Nou, nee. Deze week maakte de Autoriteit Persoonsgegevens (AP) bekend een bestuurlijke boete op te leggen van €600.000,- aan de gemeente Enschede. Waarom? De gemeente Enschede heeft wifisensoren geplaatst in de binnenstad en gebruikt de unieke nummers van de telefoons van burgers (zogenaamde ‘MAC-adressen’) die door de wifisensoren worden opgepikt. Maar hierbij is volgens de AP onvoldoende rekening gehouden met de privacywetgeving.
Dit ‘Besluit boete wifitracking Enschede’ heeft grote consequenties. Maar niet alleen voor gemeenten, maar ook voor tal van andere organisaties. Wat zijn de belangrijkste overwegingen van de AP? Wat betekent dit voor u in de praktijk?
Niet alleen gemeenten moeten opletten!
Het volgen van personen wordt niet alleen door gemeenten gedaan. Ook andere organisaties gebruiken wifi-tracking, of andere toepassingen met hetzelfde doel. Denk hierbij aan organisaties die onderhoudspersoneel hebben rondrijden, waarvan de bewegingen (auto, vrachtwagen, fiets, …) worden gevolgd. Of, zorginstellingen die met wifitracking of sensoriek hun cliënten in de gaten houden. Maar, er zijn ook meubelboulevards en pretparken die met gratis wifi de bezoekers volgen. Aanbieders van nutsvoorzieningen monitoren het gebruik van water en elektriciteit in gebouwen met behulp van sensoriek in openbare ruimtes. Kortom, dit besluit heeft consequenties voor veel organisaties. Het is voor deze organisaties vooral belangrijk om te beoordelen of het volgen personen, in hun specifieke situatie juridisch gerechtvaardigd kan worden. Daarom is het belangrijk om op dit punt de overwegingen van de AP goed te bestuderen.
Mag het juridisch überhaupt wel?
Zonder een geldige juridische basis (wettelijke grondslag) is het verwerken van persoonsgegevens (d.m.v. wifi-sensoren of anderszins) juridisch niet mogelijk. Er zijn verschillende wettelijke grondslagen te bedenken om wifi-tracking juridisch te onderbouwen; wettelijke taak, algemeen belang of gerechtvaardigd belang. De AP is echter van oordeel dat in het geval van de gemeente Enschede, de onderbouwing van de grondslag niet sterk genoeg was. Daarmee was er voor de gemeente geen juridische basis om wifi-tracking te rechtvaardigen. Maar wat betekent dit concreet voor uw organisatie? Besteedt aandacht aan de onderbouwing van de wettelijke grondslag voor de inzet van wifi-tracking. Deze moet robuust zijn om het juridisch gezien te rechtvaardigen.
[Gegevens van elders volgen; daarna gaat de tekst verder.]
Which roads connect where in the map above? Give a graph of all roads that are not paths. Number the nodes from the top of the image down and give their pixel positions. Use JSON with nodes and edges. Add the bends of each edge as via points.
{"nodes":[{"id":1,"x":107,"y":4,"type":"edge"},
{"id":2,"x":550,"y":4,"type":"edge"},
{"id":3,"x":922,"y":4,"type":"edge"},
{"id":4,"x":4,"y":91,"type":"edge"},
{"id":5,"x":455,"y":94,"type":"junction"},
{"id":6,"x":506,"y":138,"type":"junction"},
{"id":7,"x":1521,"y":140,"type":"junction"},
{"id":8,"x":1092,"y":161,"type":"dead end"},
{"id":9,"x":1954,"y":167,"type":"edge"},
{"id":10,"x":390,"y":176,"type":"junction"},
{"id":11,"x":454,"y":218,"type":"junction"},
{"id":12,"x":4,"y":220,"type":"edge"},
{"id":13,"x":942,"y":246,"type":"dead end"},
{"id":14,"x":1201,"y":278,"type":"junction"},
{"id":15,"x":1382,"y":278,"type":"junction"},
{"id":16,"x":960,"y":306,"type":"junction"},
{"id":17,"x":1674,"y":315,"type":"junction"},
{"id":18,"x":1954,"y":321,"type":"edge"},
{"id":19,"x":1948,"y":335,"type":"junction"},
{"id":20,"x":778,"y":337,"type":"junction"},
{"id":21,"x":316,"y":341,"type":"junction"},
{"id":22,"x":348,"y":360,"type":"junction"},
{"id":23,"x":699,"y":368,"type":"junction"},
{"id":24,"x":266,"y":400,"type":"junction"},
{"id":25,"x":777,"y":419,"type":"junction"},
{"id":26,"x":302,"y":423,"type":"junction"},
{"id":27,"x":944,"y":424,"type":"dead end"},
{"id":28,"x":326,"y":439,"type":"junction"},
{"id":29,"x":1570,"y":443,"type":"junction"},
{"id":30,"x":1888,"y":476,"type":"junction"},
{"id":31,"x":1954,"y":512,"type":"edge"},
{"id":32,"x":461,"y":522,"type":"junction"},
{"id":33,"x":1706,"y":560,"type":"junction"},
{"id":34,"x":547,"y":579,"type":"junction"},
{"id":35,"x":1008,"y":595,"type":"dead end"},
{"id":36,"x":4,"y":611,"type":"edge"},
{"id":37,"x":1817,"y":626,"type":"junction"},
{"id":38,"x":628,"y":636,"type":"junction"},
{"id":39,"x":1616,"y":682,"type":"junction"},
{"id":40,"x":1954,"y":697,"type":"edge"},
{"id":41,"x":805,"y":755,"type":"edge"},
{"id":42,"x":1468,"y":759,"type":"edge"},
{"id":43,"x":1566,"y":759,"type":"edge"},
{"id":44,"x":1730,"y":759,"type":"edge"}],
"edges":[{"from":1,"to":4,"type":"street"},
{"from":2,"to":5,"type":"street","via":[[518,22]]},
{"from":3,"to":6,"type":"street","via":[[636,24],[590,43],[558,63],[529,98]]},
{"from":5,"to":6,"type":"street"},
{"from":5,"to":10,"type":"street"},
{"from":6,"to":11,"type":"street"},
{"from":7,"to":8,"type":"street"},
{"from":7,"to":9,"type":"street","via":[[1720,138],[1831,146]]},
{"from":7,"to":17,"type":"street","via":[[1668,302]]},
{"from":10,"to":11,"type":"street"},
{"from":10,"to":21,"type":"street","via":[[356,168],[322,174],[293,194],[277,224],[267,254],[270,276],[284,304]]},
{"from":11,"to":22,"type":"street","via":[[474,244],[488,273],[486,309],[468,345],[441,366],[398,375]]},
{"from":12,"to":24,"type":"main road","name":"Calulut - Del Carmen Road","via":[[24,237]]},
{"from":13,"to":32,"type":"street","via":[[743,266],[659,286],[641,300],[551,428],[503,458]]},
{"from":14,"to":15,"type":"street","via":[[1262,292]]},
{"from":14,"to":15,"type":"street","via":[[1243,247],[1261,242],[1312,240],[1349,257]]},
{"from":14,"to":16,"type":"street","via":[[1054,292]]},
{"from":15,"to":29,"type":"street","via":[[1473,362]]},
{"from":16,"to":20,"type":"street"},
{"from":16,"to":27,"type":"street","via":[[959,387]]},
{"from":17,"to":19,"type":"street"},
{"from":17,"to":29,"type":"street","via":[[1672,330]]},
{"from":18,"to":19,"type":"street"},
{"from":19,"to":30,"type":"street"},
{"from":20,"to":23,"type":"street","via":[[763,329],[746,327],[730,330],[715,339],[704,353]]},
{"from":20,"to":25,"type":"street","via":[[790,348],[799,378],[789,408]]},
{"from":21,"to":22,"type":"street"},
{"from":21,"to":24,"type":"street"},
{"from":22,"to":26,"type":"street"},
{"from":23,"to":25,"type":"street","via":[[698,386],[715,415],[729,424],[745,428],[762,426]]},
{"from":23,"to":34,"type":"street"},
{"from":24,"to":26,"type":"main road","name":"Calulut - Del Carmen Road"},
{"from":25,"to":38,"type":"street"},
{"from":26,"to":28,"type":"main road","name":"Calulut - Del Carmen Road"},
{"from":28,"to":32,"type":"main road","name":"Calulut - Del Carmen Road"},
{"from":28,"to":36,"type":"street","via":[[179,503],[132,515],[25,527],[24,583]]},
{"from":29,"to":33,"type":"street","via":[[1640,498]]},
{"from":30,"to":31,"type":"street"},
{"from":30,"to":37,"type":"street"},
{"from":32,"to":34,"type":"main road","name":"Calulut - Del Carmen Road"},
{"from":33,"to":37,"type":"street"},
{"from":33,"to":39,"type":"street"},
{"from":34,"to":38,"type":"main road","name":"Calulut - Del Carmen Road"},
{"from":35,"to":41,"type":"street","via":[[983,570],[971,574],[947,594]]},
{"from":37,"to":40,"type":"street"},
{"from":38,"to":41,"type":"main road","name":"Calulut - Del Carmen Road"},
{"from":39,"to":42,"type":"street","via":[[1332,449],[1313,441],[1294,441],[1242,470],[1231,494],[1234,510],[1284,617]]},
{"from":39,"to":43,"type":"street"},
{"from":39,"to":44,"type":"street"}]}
Is het eigenlijk wel écht noodzakelijk, dat volgen van mensen?
In het besluit geeft de AP, kort gezegd, aan dat de inzet van wifi-sensoren noodzakelijk moet zijn én uitdrukkelijk in de taakstelling van de organisatie moet passen. De AP staat uitgebreid stil bij de onderbouwing van de ‘noodzakelijkheid’. Vanuit privacyperspectief wordt deze noodzakelijkheid langs de meetlat van ‘proportionaliteit’ en ‘subsidiariteit’ gelegd. Bij proportionaliteit is de vraag of de verwerking van persoonsgegevens in verhouding staat tot de inbreuk op de privacy van de betrokkene. Bij subsidiariteit moet antwoord worden gegeven op de vraag of er alternatieven zijn waarmee hetzelfde doel bereikt kan worden maar waarmee de inbreuk op de privacy kleiner is.
De AP is, in de eerste plaats, van mening dat de verwerking bij de gemeente Enschede niet voldoet aan het beginsel van proportionaliteit. Maar waarom eigenlijk niet? De inbreuk op de privacy van honderdduizenden burgers, wiens MAC-adressen via de sensoren zijn opgevangen en verwerkt, vindt de AP onevenredig in verhouding tot doel. De gemeente had namelijk als doel gedefinieerd; ‘het toetsen van de effectiviteit van investeringen in de binnenstad van Enschede’. Dit doet, volgens de AP, “afbreuk aan het gevoel van de burger om zich in het openbaar onbespied te wanen en om vertrouwen te hebben in de overheid”. De AP vindt het onvoldoende als deze techniek bij wijze van massa-instrument wordt ingericht, zonder specifiek te onderbouwen welke personen moeten worden gevolgd.
In de tweede plaats vindt de AP dat ook het beginsel van subsidiariteit is geschonden. De AP geeft aan dat de nagestreefde doelen van het college van B&W van Enschede op een andere, minder vergaande wijze, kunnen worden gediend. De AP geeft aan: ‘Er zijn voldoende alternatieve methodes om de drukte op een bepaalde plek te meten waarbij de bescherming van persoonsgegevens beter is gewaarborgd. Men kan bijvoorbeeld inzicht krijgen in drukte door marktonderzoeken. Maar ook personen tellen via een automatische bezoekersteller die een infraroodstraal uitzendt is bij uitstek een effectieve techniek.’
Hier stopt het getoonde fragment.